(Materials provided Opens)

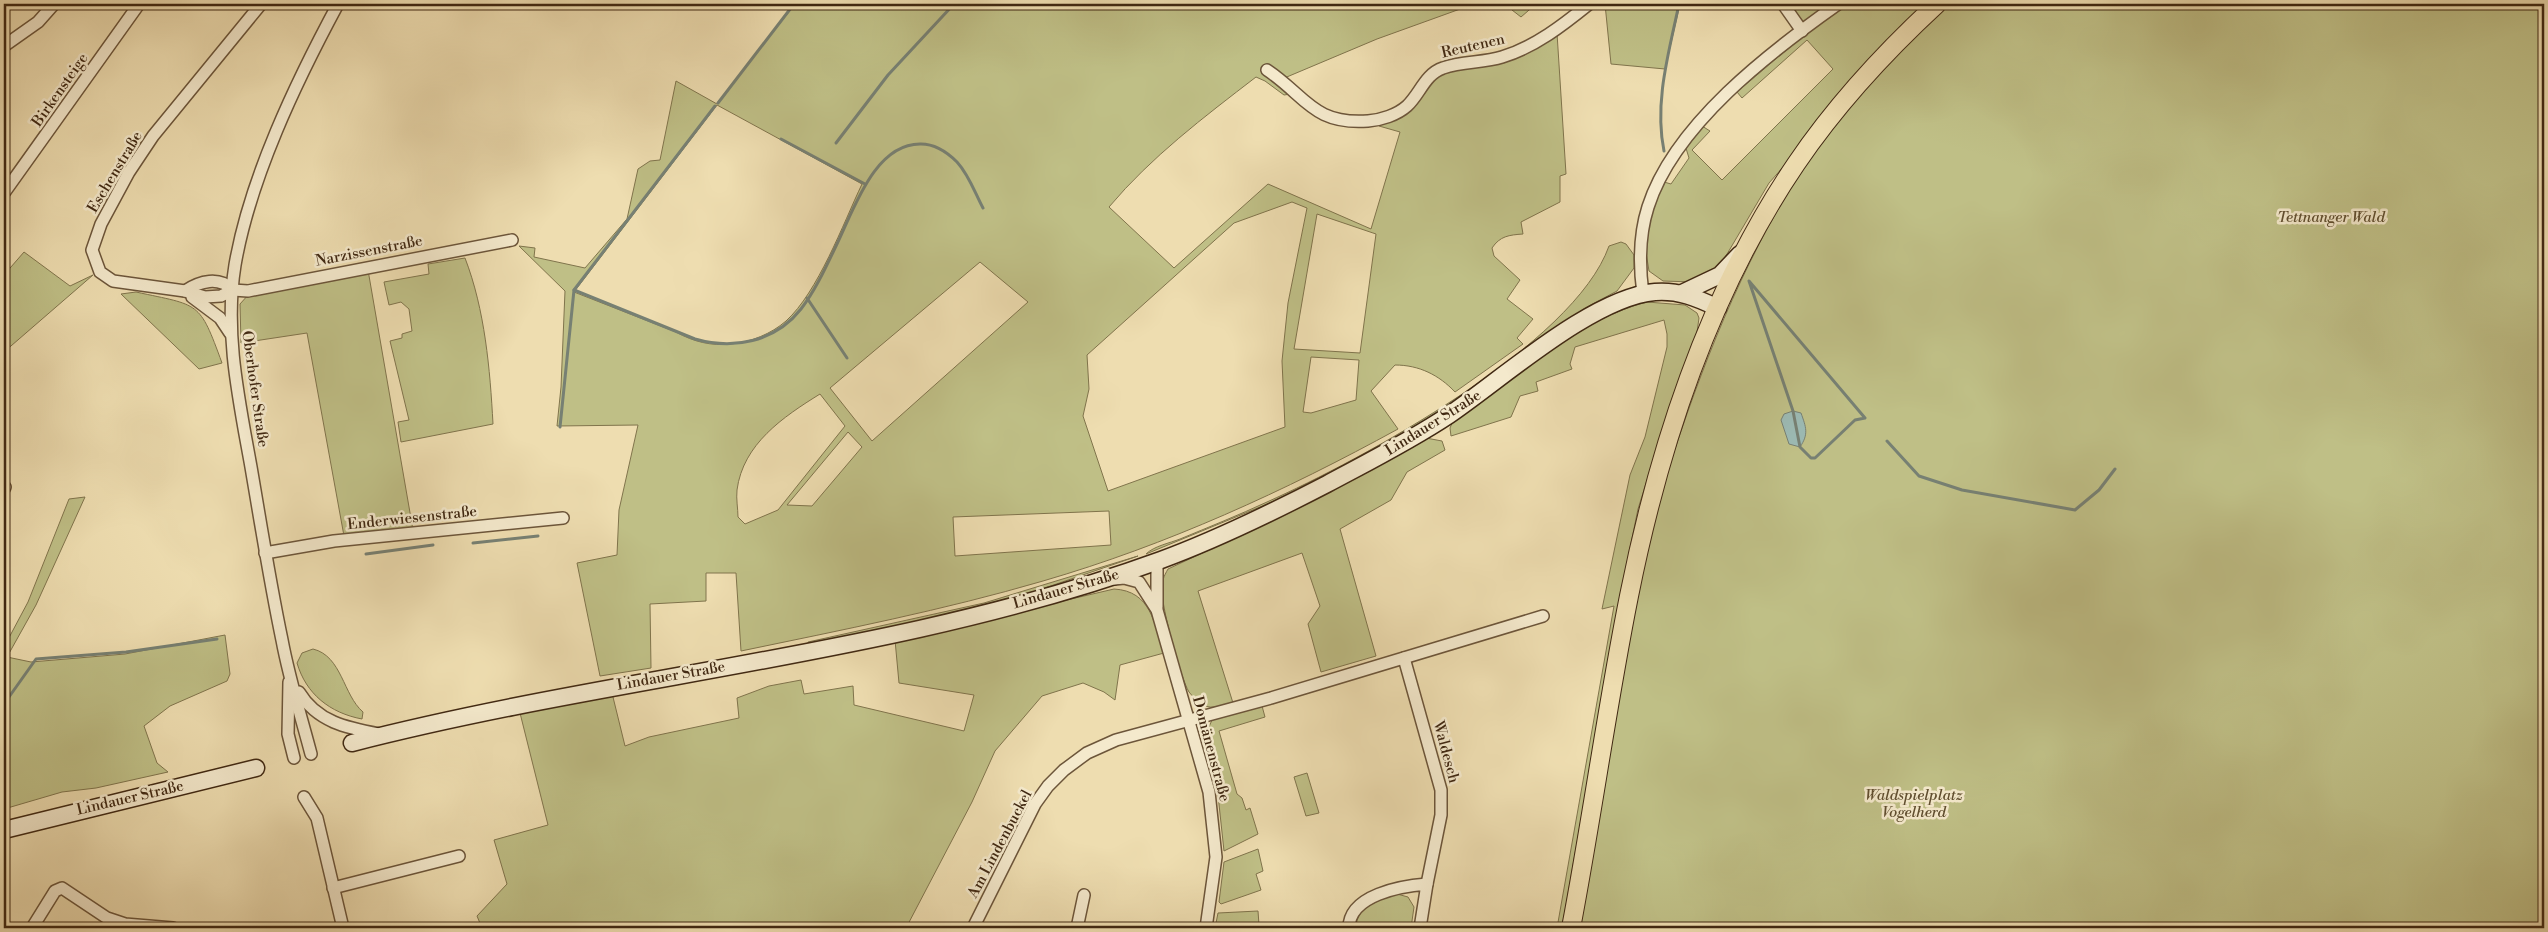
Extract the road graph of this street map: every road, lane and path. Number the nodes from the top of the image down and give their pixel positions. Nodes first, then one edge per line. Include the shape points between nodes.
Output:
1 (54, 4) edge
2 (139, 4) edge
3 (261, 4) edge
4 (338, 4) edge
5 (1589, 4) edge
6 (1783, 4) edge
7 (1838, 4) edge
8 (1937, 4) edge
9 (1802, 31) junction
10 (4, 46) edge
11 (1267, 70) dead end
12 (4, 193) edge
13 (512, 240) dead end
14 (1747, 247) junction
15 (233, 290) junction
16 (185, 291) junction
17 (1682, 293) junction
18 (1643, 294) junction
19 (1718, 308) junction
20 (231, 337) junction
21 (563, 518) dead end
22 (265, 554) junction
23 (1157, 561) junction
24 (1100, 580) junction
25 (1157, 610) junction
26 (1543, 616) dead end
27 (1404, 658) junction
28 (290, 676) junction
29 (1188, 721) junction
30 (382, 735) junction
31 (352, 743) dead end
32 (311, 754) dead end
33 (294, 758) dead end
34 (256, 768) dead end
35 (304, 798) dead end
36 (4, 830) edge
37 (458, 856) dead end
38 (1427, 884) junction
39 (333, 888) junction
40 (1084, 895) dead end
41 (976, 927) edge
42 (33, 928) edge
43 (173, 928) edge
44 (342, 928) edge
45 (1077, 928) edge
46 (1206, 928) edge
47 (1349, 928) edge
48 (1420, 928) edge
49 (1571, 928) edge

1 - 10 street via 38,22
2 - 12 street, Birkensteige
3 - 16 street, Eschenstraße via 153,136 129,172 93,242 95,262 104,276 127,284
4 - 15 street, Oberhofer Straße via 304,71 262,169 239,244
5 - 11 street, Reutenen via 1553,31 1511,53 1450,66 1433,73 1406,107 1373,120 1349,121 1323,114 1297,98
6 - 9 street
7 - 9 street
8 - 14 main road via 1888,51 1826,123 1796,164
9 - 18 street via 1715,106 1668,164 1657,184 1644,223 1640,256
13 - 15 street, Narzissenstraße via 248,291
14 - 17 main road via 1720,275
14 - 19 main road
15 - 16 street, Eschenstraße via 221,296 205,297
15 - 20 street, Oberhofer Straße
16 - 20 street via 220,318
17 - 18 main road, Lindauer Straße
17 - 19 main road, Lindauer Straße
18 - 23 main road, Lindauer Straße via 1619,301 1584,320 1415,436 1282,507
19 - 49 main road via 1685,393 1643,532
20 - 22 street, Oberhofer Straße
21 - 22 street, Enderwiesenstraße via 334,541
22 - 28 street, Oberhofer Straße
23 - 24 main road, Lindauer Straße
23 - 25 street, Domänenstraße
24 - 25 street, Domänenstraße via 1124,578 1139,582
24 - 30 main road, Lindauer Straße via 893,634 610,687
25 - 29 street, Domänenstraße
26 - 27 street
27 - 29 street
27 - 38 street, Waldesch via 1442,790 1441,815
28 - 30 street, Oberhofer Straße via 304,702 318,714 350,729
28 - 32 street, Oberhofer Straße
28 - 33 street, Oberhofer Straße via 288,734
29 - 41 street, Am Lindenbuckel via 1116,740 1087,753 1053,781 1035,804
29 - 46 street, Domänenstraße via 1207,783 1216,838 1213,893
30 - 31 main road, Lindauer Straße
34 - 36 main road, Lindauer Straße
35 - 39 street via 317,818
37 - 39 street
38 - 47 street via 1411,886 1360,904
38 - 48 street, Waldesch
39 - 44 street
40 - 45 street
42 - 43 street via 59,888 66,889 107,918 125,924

(Materials provided Closes)
(Materials provided Opens)

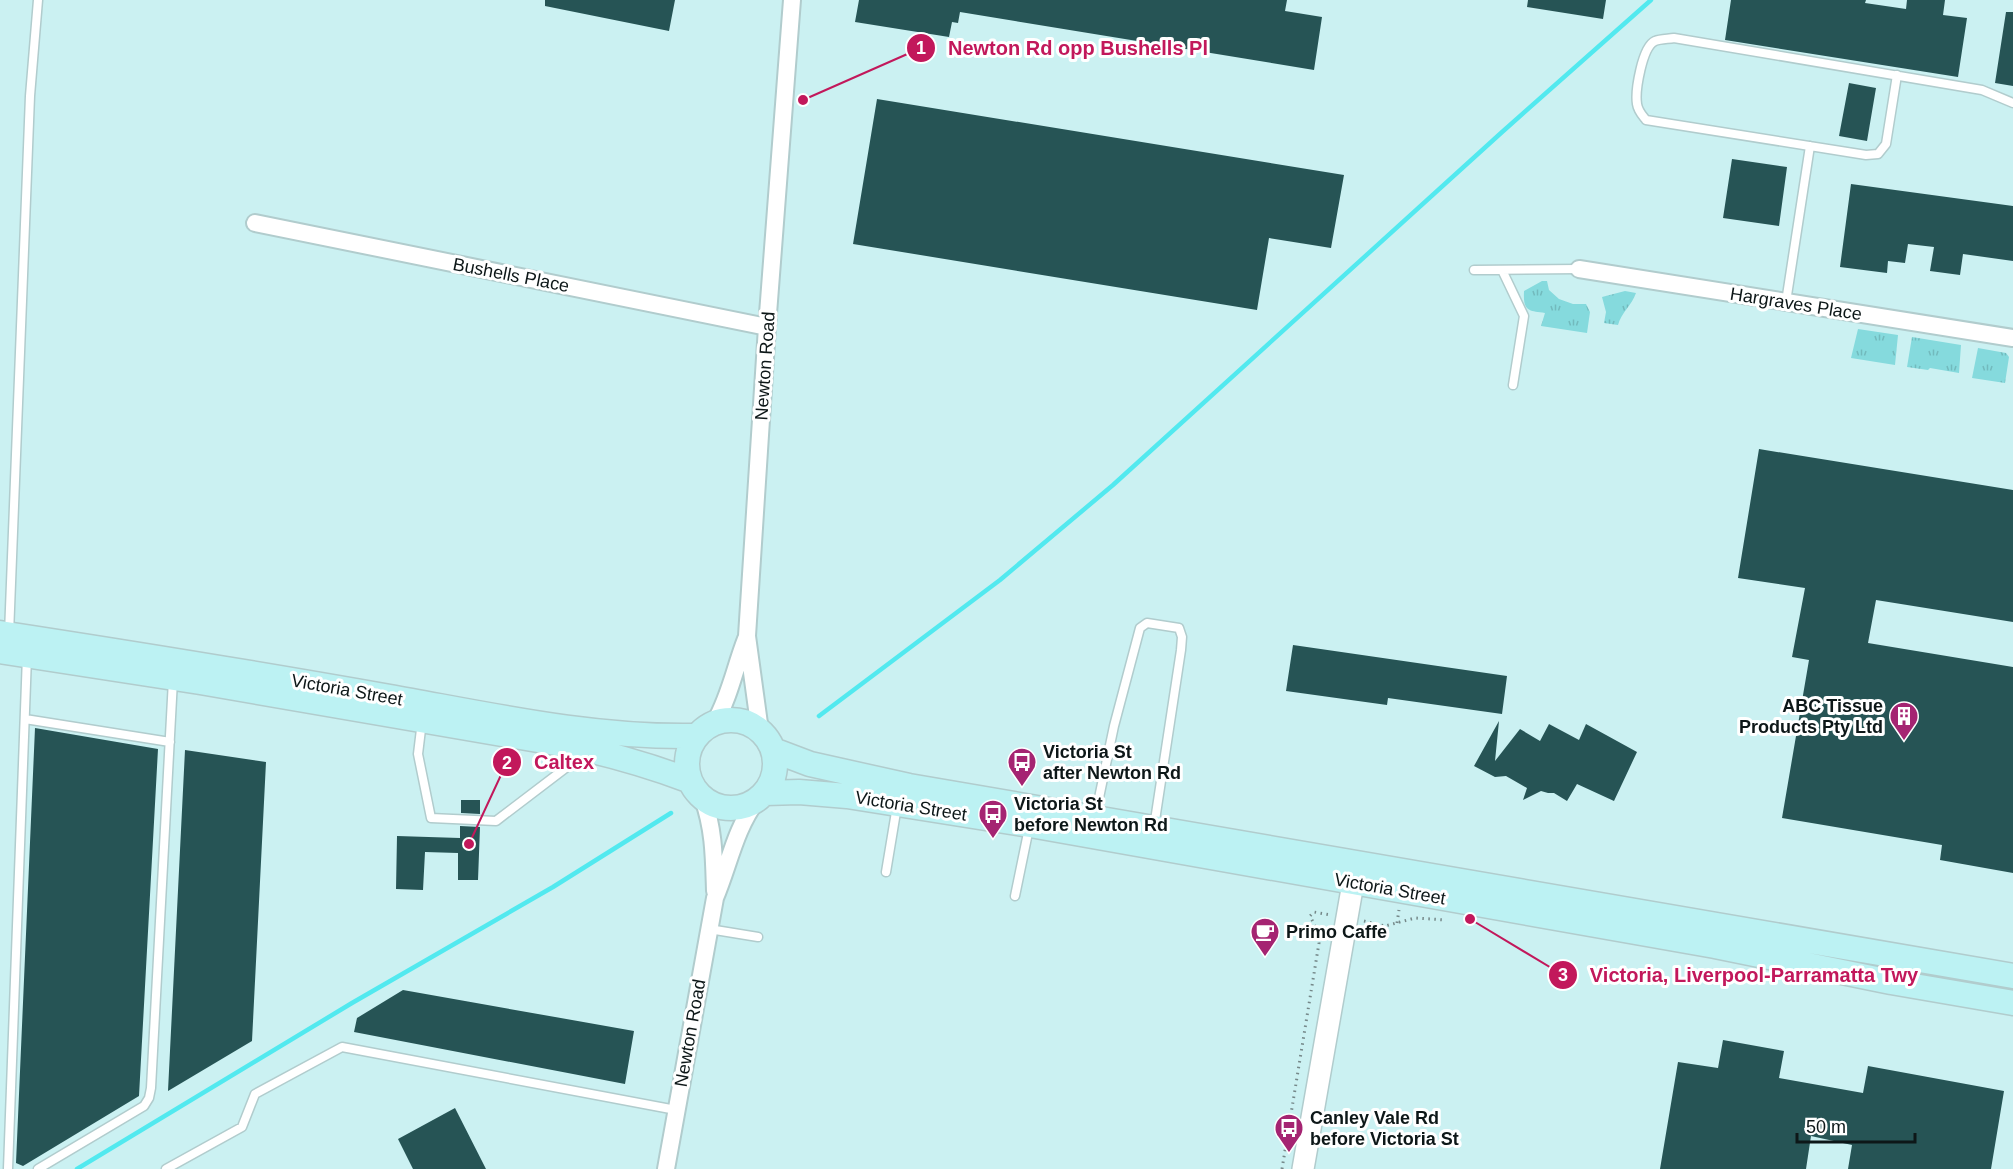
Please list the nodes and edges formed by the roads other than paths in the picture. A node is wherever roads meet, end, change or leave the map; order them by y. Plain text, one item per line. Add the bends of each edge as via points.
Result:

(Materials provided Closes)

◆ **Aim of the exercise**: Check each line of the data above for the word "points". Report how many lines have it, and nothing else.

◆ **Answer area**: 2